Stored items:
────────────────────────────────────────

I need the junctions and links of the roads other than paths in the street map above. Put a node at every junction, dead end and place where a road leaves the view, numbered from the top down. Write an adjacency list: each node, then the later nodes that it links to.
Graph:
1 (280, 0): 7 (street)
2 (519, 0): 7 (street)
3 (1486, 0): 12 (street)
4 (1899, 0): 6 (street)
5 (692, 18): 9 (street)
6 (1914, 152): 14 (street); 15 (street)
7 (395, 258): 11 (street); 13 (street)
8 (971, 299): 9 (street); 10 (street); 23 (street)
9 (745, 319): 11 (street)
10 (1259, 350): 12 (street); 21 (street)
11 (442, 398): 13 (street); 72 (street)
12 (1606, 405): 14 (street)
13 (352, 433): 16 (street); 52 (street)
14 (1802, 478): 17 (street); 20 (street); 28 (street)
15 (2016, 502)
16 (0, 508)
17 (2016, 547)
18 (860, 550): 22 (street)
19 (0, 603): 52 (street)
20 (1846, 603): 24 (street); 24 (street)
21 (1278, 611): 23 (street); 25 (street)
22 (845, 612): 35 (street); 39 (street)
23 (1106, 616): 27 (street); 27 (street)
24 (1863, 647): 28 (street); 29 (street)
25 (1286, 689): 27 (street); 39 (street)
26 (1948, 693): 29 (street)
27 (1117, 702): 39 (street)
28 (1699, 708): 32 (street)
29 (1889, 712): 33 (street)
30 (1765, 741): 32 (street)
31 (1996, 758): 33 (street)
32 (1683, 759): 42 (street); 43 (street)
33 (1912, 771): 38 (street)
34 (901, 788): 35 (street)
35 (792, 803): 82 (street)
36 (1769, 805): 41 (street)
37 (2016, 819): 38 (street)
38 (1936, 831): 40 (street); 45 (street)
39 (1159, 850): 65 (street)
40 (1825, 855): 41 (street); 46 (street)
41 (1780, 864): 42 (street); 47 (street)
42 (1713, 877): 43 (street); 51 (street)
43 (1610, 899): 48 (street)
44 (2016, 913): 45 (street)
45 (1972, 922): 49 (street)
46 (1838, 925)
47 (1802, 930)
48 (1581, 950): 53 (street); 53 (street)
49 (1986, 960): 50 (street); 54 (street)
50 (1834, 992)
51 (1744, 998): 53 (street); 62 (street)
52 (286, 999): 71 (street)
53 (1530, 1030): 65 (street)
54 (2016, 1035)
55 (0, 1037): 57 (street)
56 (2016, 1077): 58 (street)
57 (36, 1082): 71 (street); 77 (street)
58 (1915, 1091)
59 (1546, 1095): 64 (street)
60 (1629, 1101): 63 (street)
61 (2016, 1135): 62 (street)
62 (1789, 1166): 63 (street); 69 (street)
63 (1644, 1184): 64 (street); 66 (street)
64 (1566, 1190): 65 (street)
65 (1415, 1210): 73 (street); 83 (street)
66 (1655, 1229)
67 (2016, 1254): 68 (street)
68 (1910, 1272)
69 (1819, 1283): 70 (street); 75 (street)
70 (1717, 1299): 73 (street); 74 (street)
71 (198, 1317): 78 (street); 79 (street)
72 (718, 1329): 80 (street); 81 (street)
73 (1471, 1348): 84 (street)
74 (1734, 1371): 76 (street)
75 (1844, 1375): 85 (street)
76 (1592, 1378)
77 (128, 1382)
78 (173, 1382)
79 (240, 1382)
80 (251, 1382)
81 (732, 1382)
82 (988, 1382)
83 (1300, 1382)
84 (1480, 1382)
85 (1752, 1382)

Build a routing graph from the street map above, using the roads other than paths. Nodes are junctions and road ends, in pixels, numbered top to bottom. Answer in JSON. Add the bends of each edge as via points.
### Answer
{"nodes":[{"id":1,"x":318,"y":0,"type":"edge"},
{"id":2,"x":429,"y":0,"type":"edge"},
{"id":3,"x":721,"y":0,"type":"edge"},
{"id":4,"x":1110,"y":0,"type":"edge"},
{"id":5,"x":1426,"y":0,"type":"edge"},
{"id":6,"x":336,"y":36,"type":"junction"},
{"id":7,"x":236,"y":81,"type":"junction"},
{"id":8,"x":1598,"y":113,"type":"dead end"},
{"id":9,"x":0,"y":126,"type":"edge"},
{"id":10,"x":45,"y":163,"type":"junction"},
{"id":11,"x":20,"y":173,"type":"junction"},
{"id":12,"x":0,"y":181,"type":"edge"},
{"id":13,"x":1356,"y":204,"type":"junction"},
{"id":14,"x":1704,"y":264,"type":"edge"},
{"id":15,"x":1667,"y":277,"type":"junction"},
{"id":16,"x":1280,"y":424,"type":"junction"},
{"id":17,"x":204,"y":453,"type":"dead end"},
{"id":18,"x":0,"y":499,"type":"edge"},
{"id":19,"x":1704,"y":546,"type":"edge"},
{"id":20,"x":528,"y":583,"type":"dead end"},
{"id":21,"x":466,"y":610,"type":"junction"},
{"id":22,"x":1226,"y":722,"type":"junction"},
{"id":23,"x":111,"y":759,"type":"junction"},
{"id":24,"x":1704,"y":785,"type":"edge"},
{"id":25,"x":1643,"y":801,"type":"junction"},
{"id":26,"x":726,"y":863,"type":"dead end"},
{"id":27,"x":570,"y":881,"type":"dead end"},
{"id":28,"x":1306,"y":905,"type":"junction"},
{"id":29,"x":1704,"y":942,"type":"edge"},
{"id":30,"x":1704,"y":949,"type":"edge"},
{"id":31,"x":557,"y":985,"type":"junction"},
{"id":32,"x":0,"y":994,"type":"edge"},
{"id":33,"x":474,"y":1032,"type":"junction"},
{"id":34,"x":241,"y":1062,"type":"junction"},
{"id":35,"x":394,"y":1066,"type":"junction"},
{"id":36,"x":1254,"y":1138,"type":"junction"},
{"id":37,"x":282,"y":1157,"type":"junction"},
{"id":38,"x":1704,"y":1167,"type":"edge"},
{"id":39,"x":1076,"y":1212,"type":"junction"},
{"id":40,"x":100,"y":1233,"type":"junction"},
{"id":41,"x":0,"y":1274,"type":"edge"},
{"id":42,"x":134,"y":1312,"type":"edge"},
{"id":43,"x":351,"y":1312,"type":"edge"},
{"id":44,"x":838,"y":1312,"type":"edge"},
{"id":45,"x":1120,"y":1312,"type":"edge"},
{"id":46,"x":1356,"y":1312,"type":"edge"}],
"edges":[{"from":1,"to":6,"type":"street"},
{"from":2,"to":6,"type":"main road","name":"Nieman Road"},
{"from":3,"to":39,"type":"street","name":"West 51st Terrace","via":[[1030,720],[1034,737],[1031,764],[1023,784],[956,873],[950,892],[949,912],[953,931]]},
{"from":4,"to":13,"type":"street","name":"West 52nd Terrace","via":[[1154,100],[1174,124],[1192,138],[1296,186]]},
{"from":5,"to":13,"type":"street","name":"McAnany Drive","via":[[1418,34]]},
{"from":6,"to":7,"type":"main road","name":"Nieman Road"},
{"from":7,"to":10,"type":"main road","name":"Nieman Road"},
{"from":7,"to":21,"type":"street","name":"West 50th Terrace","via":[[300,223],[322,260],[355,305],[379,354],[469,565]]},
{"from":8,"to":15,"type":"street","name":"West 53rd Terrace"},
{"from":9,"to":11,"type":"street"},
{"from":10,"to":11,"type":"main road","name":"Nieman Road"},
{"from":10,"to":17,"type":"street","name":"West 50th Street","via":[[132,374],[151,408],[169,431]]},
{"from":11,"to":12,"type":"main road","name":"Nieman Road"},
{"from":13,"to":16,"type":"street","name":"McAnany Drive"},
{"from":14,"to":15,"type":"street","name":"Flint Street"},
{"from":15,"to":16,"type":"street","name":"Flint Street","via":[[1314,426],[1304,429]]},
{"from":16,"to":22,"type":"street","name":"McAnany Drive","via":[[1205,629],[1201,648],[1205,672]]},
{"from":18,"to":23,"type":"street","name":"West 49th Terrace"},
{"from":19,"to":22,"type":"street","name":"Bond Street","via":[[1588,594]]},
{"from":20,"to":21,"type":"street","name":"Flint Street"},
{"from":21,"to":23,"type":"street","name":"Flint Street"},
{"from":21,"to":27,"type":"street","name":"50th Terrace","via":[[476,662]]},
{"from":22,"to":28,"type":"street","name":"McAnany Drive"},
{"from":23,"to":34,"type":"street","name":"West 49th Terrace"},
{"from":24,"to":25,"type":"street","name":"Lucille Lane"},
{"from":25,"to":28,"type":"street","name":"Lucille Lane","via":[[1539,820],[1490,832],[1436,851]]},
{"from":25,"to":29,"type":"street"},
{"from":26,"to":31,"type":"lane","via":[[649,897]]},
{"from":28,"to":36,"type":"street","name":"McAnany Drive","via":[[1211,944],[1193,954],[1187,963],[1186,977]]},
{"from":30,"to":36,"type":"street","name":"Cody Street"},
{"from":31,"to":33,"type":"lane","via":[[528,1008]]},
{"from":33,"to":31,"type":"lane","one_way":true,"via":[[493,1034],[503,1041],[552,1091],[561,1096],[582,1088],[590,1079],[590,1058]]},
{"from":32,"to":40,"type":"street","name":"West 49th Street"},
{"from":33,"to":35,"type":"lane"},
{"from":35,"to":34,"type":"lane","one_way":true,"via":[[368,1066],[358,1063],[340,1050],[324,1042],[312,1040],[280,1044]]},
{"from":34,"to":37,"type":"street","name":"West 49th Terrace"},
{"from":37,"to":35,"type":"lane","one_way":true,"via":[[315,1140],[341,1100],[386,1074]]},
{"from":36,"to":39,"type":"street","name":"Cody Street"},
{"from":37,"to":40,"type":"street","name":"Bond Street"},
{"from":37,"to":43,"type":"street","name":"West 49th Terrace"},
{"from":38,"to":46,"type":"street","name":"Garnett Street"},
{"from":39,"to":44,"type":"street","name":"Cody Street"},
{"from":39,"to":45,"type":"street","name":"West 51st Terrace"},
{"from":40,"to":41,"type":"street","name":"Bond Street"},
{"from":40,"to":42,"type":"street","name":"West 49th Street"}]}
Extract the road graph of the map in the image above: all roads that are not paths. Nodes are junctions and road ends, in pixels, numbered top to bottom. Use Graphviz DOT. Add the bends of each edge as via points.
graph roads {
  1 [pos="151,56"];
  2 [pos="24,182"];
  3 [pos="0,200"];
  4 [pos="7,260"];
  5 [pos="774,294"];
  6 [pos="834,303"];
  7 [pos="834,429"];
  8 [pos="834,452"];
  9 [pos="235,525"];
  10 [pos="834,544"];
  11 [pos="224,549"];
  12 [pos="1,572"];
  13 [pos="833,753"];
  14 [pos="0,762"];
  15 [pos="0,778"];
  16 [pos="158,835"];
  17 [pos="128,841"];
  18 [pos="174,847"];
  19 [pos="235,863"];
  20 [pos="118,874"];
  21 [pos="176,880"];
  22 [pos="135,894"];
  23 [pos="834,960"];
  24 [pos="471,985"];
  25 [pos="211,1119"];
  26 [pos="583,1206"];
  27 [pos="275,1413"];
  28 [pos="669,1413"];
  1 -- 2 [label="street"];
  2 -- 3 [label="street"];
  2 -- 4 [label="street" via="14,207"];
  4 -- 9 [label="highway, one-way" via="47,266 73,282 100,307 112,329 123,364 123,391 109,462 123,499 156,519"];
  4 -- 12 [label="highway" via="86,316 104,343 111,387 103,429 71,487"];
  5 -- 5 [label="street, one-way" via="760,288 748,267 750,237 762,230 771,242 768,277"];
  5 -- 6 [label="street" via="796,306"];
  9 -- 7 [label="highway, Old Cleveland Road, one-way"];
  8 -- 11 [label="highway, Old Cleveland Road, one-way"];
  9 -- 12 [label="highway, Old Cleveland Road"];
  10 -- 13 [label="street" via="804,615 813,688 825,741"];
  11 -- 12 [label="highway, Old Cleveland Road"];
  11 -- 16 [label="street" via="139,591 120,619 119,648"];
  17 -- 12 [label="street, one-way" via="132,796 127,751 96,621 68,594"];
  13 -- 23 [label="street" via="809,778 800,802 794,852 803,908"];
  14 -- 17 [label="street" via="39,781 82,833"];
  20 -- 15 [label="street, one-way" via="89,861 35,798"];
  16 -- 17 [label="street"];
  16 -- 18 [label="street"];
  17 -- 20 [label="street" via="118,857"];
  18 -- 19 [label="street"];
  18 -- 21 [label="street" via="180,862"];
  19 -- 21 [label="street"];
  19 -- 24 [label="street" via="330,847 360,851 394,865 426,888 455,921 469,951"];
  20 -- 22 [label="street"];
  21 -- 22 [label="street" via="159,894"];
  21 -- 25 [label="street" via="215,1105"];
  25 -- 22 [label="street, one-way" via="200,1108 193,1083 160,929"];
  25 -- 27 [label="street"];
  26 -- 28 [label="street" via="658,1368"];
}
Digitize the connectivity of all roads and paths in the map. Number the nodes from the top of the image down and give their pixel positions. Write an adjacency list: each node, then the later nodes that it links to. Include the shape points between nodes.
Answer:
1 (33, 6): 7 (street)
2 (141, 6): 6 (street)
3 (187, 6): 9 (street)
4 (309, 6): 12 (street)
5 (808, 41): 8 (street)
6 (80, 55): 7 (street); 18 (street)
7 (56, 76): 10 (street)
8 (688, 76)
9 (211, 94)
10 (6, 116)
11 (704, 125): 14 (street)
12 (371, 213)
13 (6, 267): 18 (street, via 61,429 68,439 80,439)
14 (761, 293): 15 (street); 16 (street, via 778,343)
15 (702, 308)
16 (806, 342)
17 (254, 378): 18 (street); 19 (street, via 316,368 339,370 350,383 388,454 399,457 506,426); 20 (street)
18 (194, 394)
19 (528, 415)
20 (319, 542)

────────────────────────────────────────

ASSIGNMENT —
The task calls for all lines in the entries that hold "Cleveland".

EXERCISE OUTPUT —
  9 -- 7 [label="highway, Old Cleveland Road, one-way"];
  8 -- 11 [label="highway, Old Cleveland Road, one-way"];
  9 -- 12 [label="highway, Old Cleveland Road"];
  11 -- 12 [label="highway, Old Cleveland Road"];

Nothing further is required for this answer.